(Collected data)
+++++

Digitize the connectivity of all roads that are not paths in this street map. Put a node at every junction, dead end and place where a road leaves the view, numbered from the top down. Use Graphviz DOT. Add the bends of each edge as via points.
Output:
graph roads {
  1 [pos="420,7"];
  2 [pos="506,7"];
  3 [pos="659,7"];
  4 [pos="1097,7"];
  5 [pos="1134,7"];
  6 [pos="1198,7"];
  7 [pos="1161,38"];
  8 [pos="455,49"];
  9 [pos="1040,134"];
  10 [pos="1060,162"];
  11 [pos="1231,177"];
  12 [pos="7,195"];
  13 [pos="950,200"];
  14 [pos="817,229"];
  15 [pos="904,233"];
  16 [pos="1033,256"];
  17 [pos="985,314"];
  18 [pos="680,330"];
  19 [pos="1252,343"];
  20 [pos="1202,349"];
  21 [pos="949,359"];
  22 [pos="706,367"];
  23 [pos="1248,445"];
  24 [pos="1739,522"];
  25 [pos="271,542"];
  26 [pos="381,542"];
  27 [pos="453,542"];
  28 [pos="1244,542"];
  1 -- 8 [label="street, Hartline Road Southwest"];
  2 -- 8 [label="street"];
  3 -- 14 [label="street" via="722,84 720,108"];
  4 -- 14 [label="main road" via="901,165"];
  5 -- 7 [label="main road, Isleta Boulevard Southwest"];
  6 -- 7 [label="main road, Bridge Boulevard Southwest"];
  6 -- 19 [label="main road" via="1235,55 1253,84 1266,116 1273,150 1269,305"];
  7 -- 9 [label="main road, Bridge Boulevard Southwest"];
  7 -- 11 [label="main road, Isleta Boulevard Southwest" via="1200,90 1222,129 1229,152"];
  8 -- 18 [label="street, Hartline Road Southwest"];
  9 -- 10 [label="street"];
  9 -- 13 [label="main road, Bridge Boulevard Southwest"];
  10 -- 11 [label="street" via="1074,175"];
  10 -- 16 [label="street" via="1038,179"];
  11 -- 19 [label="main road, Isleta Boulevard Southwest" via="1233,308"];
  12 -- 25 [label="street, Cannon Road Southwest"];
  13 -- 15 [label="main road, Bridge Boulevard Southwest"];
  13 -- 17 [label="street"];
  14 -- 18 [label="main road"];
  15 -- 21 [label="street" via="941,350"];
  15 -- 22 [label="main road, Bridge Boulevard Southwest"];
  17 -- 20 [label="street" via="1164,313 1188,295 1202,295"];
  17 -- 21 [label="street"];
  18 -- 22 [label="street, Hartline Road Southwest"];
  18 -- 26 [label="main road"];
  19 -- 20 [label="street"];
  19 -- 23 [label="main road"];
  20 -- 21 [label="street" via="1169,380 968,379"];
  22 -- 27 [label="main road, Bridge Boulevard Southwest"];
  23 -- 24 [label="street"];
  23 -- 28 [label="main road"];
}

+++++

▶ Your objective
Word for word, write out all of the data above.

▶ Solution to the problem
Digitize the connectivity of all roads that are not paths in this street map. Put a node at every junction, dead end and place where a road leaves the view, numbered from the top down. Use Graphviz DOT. Add the bends of each edge as via points.
Output:
graph roads {
  1 [pos="420,7"];
  2 [pos="506,7"];
  3 [pos="659,7"];
  4 [pos="1097,7"];
  5 [pos="1134,7"];
  6 [pos="1198,7"];
  7 [pos="1161,38"];
  8 [pos="455,49"];
  9 [pos="1040,134"];
  10 [pos="1060,162"];
  11 [pos="1231,177"];
  12 [pos="7,195"];
  13 [pos="950,200"];
  14 [pos="817,229"];
  15 [pos="904,233"];
  16 [pos="1033,256"];
  17 [pos="985,314"];
  18 [pos="680,330"];
  19 [pos="1252,343"];
  20 [pos="1202,349"];
  21 [pos="949,359"];
  22 [pos="706,367"];
  23 [pos="1248,445"];
  24 [pos="1739,522"];
  25 [pos="271,542"];
  26 [pos="381,542"];
  27 [pos="453,542"];
  28 [pos="1244,542"];
  1 -- 8 [label="street, Hartline Road Southwest"];
  2 -- 8 [label="street"];
  3 -- 14 [label="street" via="722,84 720,108"];
  4 -- 14 [label="main road" via="901,165"];
  5 -- 7 [label="main road, Isleta Boulevard Southwest"];
  6 -- 7 [label="main road, Bridge Boulevard Southwest"];
  6 -- 19 [label="main road" via="1235,55 1253,84 1266,116 1273,150 1269,305"];
  7 -- 9 [label="main road, Bridge Boulevard Southwest"];
  7 -- 11 [label="main road, Isleta Boulevard Southwest" via="1200,90 1222,129 1229,152"];
  8 -- 18 [label="street, Hartline Road Southwest"];
  9 -- 10 [label="street"];
  9 -- 13 [label="main road, Bridge Boulevard Southwest"];
  10 -- 11 [label="street" via="1074,175"];
  10 -- 16 [label="street" via="1038,179"];
  11 -- 19 [label="main road, Isleta Boulevard Southwest" via="1233,308"];
  12 -- 25 [label="street, Cannon Road Southwest"];
  13 -- 15 [label="main road, Bridge Boulevard Southwest"];
  13 -- 17 [label="street"];
  14 -- 18 [label="main road"];
  15 -- 21 [label="street" via="941,350"];
  15 -- 22 [label="main road, Bridge Boulevard Southwest"];
  17 -- 20 [label="street" via="1164,313 1188,295 1202,295"];
  17 -- 21 [label="street"];
  18 -- 22 [label="street, Hartline Road Southwest"];
  18 -- 26 [label="main road"];
  19 -- 20 [label="street"];
  19 -- 23 [label="main road"];
  20 -- 21 [label="street" via="1169,380 968,379"];
  22 -- 27 [label="main road, Bridge Boulevard Southwest"];
  23 -- 24 [label="street"];
  23 -- 28 [label="main road"];
}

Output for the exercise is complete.